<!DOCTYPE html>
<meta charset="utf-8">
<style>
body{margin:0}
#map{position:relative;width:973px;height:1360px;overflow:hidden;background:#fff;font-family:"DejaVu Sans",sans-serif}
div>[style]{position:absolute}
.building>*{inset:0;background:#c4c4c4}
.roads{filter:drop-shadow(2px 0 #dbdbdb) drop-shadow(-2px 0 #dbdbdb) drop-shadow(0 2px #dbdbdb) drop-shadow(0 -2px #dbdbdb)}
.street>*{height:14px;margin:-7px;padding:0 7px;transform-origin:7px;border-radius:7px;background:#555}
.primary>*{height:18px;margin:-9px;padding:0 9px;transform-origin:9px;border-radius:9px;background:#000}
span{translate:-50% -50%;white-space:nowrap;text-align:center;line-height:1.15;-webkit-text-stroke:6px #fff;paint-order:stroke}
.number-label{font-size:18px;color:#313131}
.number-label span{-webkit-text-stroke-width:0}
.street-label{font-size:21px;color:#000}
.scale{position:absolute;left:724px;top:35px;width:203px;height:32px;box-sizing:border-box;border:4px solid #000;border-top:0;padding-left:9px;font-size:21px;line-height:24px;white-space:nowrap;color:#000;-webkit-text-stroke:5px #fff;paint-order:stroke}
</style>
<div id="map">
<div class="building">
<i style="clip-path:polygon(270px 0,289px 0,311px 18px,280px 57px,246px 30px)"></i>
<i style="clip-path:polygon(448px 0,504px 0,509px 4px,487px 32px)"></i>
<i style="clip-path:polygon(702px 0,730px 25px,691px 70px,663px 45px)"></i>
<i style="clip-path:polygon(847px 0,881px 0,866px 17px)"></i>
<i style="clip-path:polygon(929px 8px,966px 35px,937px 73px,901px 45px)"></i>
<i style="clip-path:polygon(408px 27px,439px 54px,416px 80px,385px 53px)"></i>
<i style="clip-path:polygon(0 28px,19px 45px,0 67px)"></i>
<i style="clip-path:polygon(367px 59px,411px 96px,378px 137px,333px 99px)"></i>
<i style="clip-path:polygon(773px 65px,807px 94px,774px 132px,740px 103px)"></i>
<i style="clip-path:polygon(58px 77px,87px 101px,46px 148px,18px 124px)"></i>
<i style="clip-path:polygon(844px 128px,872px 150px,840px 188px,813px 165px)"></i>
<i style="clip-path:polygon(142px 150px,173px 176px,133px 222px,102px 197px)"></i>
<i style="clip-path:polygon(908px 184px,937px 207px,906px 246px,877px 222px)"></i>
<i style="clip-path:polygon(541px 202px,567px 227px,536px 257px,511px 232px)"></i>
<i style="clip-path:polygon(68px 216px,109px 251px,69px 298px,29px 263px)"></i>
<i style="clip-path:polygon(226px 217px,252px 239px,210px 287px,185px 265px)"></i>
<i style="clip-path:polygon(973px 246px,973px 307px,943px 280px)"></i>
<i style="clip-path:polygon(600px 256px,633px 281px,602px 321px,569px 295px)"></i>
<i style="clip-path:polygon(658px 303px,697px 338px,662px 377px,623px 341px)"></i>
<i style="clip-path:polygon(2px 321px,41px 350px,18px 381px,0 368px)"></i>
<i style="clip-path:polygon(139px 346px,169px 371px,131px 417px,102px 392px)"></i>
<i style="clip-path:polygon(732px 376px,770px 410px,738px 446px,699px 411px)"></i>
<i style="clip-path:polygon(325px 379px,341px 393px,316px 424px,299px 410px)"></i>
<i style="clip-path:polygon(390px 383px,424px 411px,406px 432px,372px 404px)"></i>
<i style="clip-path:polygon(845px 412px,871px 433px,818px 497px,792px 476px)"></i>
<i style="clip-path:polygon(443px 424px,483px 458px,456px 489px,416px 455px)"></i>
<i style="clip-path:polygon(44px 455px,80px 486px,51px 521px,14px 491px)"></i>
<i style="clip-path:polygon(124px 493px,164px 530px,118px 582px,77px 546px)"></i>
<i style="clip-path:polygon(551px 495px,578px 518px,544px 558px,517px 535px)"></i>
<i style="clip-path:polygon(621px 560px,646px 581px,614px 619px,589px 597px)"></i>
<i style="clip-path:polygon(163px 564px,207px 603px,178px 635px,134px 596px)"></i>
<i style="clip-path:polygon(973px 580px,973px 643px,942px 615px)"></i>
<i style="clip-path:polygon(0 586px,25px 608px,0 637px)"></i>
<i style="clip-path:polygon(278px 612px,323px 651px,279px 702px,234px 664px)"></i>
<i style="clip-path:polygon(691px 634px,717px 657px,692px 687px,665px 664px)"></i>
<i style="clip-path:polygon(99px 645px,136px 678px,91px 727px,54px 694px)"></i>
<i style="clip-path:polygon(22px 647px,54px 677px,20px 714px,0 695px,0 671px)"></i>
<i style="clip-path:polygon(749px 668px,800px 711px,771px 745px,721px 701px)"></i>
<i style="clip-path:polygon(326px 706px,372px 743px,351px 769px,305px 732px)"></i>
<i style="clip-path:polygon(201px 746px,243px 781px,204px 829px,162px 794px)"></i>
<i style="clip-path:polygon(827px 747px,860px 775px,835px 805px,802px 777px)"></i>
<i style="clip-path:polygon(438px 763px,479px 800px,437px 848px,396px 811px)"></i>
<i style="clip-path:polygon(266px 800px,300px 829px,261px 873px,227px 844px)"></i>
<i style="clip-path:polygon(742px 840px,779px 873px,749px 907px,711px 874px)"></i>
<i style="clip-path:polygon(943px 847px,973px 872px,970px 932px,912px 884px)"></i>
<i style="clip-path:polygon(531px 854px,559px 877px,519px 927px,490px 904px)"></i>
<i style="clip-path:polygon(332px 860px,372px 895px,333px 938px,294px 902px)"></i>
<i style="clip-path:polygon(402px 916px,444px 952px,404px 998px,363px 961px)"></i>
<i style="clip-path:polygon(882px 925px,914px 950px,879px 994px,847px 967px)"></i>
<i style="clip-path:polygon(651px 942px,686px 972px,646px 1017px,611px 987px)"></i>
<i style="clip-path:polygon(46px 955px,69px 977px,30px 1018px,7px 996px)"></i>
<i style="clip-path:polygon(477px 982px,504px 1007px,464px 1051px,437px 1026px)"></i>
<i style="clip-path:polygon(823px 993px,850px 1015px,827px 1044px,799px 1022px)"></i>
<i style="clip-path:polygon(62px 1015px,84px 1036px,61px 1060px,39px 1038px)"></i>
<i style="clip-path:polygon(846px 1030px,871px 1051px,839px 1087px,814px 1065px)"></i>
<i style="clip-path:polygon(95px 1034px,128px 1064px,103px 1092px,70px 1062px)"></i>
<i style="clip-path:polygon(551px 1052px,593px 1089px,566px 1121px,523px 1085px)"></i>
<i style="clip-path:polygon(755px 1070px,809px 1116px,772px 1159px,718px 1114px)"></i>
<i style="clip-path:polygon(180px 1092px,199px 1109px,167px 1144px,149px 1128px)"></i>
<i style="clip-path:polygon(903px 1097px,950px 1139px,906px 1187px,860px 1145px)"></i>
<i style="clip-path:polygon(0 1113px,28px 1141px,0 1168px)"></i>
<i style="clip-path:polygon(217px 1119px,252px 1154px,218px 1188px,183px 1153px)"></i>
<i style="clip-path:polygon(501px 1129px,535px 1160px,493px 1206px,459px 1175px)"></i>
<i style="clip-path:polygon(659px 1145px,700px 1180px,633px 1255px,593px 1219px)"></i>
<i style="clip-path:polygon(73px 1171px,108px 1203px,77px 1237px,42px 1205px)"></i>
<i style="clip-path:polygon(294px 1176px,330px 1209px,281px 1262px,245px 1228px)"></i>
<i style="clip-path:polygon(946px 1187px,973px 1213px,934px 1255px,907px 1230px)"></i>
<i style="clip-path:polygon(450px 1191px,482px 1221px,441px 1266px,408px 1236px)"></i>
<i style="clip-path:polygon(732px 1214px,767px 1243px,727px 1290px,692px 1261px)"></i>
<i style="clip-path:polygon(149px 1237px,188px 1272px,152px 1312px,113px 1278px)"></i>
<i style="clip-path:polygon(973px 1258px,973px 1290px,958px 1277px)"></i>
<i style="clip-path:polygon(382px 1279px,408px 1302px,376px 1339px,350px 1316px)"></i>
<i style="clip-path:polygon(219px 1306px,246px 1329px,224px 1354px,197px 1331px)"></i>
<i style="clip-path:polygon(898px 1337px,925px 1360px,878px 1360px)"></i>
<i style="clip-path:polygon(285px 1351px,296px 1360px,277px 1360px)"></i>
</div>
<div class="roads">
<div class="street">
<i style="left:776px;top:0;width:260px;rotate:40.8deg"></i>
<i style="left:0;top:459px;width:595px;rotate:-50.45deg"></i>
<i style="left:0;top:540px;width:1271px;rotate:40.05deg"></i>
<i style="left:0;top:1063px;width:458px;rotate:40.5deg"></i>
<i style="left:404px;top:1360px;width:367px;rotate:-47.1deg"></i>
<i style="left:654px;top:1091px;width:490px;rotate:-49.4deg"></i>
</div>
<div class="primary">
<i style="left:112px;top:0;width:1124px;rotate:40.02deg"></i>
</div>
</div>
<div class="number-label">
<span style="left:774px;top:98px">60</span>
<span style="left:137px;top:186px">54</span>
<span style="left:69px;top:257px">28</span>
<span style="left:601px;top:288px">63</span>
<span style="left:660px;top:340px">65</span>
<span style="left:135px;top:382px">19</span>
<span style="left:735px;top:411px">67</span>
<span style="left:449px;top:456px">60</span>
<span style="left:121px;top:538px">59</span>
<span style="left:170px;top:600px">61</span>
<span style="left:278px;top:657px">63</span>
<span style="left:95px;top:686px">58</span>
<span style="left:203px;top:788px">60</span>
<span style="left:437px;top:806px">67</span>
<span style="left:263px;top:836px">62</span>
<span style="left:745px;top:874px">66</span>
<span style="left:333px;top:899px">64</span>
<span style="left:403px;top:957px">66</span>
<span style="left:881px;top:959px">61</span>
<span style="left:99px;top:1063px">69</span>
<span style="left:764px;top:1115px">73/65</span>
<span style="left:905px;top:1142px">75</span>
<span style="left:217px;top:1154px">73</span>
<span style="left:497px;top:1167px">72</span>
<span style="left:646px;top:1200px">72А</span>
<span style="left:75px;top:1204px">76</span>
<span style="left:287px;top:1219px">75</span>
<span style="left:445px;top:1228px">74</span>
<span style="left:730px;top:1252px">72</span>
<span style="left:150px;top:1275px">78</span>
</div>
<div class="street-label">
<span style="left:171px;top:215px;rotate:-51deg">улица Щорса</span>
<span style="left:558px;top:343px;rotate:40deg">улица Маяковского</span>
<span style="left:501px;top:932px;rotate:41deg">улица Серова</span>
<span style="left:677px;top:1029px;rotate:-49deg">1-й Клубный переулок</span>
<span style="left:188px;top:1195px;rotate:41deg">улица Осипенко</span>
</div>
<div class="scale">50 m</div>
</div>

**********

### Assignment
Starting at the first line of the data above, retype each line exactly until you reach the line containing "0 #dbdbdb) drop-shadow(-2px", and include that line too.

### Your response
<!DOCTYPE html>
<meta charset="utf-8">
<style>
body{margin:0}
#map{position:relative;width:973px;height:1360px;overflow:hidden;background:#fff;font-family:"DejaVu Sans",sans-serif}
div>[style]{position:absolute}
.building>*{inset:0;background:#c4c4c4}
.roads{filter:drop-shadow(2px 0 #dbdbdb) drop-shadow(-2px 0 #dbdbdb) drop-shadow(0 2px #dbdbdb) drop-shadow(0 -2px #dbdbdb)}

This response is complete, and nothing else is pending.